Expert | Children & Running 

Running has become something I love to do, I never thought I’d say that, not in a million years as I certainly wasn’t keen on running or sports as a child or teenager.

It was something I wanted to cover in a pocketnannies post, but I wasn’t quite sure where I was going with it. (And also who am I to preach about running? I’m definitely not a professional).

So I tweeted asking for some help with a post and that’s where the lovely Rachel comes in. (She’s  ‪@Mud_and_miles ‬over on Twitter by the way). 

Rachel Sheldrake is a FRA/UKA Coach in Running Fitness, and a former primary school teacher of many years. A keen and experienced runner herself, she is committed to promoting an active lifestyle for children and adults alike.

Rachel has kindly written this fantastic post for us on children & running..

Run, children, run!

In this day and age, it’s hard to turn on the TV, browse the internet or listen to the radio without hearing some mention of our children’s physical well-being, or, rather, their lack of it. Children are less active than they used to be, children are eating too much sugar and junk food, children are becoming increasingly overweight; the headlines are stark and often bewildering, full of scare tactics and lacking advice.

So what can we do to improve the physical health of our younger generation?
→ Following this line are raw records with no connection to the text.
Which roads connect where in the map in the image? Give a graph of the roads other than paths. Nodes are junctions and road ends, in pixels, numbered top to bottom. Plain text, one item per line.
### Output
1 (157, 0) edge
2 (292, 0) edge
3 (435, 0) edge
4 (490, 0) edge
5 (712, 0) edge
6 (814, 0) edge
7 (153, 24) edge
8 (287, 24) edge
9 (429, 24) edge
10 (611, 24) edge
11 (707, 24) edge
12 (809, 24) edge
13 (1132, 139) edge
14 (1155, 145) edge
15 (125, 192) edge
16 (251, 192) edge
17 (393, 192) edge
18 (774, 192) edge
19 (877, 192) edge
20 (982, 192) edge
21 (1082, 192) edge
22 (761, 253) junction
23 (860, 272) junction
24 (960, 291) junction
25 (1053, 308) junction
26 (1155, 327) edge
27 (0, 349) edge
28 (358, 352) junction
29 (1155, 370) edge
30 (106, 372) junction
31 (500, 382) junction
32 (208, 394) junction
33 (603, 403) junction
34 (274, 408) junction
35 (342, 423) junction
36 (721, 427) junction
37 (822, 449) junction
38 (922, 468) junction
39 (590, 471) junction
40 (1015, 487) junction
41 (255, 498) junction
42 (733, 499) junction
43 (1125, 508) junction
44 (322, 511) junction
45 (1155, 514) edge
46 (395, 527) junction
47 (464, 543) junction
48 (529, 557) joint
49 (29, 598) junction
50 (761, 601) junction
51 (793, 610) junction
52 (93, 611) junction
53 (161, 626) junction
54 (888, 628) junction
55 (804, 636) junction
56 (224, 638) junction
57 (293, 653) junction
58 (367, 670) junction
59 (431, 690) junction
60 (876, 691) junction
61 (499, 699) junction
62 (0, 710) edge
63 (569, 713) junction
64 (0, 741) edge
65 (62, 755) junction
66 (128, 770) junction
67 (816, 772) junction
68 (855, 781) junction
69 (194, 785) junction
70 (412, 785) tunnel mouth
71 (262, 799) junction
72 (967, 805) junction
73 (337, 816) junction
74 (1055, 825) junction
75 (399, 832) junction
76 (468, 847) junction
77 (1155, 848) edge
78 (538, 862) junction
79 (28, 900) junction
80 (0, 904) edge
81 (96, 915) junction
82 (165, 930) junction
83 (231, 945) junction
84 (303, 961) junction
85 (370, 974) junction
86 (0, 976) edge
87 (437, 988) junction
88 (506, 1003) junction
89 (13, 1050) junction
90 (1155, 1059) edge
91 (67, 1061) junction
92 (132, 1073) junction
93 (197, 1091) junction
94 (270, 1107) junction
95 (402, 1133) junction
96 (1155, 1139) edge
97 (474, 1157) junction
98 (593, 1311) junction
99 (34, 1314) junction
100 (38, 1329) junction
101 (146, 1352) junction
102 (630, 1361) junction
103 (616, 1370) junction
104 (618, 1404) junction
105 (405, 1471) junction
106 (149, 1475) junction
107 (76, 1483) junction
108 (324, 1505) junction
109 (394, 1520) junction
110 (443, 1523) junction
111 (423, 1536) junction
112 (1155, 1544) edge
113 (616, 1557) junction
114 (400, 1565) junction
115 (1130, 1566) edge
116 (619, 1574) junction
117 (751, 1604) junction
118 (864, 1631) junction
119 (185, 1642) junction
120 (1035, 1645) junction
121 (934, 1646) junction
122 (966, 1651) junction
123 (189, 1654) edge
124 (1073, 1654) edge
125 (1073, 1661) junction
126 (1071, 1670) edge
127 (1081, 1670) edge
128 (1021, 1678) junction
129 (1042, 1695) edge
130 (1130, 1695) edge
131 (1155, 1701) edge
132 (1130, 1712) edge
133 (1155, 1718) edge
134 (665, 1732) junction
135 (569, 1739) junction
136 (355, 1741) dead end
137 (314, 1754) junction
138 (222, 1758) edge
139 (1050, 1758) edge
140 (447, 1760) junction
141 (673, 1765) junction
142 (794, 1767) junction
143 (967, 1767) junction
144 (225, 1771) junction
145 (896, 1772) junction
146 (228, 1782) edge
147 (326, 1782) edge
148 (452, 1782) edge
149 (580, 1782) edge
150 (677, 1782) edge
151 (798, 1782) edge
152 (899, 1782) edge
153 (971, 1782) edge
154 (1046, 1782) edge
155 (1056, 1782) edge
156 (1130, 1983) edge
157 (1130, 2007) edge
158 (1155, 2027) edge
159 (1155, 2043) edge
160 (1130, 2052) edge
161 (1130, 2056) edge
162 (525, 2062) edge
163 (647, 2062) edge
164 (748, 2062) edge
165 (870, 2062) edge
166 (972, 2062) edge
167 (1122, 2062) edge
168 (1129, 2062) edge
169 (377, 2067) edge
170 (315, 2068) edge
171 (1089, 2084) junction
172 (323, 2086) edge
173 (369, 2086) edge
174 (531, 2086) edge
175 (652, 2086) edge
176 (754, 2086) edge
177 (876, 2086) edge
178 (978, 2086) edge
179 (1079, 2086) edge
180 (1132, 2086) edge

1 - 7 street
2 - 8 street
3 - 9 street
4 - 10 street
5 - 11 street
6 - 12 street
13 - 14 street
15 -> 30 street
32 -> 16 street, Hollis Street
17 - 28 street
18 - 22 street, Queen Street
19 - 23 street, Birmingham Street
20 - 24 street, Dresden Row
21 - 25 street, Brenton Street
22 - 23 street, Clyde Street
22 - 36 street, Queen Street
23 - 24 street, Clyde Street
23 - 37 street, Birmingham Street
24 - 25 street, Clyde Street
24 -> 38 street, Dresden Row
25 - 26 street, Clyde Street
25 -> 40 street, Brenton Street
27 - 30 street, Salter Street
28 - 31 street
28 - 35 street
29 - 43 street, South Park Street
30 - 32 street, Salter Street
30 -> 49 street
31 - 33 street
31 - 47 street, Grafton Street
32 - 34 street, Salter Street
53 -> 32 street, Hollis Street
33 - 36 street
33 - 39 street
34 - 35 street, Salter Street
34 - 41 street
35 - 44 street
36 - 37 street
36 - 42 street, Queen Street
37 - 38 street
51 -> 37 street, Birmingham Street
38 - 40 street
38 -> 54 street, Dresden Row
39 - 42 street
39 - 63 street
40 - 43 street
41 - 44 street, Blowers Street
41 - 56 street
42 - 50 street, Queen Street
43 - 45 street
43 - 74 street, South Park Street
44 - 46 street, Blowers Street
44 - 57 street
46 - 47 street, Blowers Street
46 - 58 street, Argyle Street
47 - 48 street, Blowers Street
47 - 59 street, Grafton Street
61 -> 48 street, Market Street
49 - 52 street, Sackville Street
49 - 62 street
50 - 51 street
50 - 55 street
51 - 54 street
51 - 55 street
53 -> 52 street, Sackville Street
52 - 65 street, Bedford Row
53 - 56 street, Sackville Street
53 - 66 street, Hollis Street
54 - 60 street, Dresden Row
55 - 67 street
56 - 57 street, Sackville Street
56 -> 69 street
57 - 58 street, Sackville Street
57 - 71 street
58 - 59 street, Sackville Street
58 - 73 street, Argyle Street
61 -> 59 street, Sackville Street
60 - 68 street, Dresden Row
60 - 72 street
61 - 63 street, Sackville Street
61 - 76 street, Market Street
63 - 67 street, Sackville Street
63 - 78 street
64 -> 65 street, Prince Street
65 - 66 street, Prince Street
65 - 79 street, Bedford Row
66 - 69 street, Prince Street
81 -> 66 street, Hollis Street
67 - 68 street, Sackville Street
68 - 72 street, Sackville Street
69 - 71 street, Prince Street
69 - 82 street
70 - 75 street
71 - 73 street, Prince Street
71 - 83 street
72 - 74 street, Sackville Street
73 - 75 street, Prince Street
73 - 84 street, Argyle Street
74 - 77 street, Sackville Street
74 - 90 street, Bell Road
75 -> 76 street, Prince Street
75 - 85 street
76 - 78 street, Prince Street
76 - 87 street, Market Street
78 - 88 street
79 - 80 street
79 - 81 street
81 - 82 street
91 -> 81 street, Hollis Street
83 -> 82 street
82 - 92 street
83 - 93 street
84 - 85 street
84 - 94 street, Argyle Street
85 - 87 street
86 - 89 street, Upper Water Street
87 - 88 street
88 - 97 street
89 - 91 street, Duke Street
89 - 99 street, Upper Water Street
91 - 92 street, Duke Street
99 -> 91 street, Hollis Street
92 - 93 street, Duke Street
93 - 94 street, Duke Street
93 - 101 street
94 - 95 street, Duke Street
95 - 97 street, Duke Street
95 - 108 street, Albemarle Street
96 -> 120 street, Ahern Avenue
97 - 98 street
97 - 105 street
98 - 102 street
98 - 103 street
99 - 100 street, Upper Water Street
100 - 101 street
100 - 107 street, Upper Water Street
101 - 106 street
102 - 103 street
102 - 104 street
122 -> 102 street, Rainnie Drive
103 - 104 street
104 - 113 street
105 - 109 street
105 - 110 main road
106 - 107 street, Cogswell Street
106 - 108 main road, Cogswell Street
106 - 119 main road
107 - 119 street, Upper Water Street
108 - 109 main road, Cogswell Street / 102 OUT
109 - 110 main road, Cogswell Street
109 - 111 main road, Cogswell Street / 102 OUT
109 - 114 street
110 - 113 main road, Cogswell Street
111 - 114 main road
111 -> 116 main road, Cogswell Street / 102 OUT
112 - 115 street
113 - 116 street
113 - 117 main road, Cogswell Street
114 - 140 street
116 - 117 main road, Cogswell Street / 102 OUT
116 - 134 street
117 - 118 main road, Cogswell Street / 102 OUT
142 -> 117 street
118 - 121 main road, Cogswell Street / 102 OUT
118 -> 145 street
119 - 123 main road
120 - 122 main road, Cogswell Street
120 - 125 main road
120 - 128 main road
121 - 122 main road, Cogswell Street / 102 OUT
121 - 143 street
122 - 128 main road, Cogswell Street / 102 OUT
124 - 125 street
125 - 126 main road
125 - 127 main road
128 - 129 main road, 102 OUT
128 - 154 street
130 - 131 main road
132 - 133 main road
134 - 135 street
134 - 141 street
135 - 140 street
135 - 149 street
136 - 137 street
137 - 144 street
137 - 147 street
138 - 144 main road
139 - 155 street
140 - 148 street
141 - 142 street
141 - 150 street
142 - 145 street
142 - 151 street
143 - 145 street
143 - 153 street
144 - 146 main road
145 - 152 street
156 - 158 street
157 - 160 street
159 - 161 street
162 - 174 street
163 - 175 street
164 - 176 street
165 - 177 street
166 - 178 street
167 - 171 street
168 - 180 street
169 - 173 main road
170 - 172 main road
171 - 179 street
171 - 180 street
What is easy to fit into our busy lifestyles, sustainable and affordable, and might even appeal to the whole family? One solution lies in running, the physical activity that many adults were turned off as youngsters, but come back to in later life. From the moment they can stand up on their own two feet, most little ones want to run; after all, it’s a great way to explore their immediate environment as well as huge fun to escape from their parents and carers! But come those teenage years, the desire to run often dwindles, as less active pursuits take priority in young people’s lives, and the physical benefits of what was a fun pastime are lost. With the right approach in early childhood, though, running can become a habit and hobby for life, and a massive contributor to both physical well-being and good mental health. As a parent or carer, it can be hard to know how to achieve this; just how should you encourage, guide and push? What is an appropriate approach, and how much is too much?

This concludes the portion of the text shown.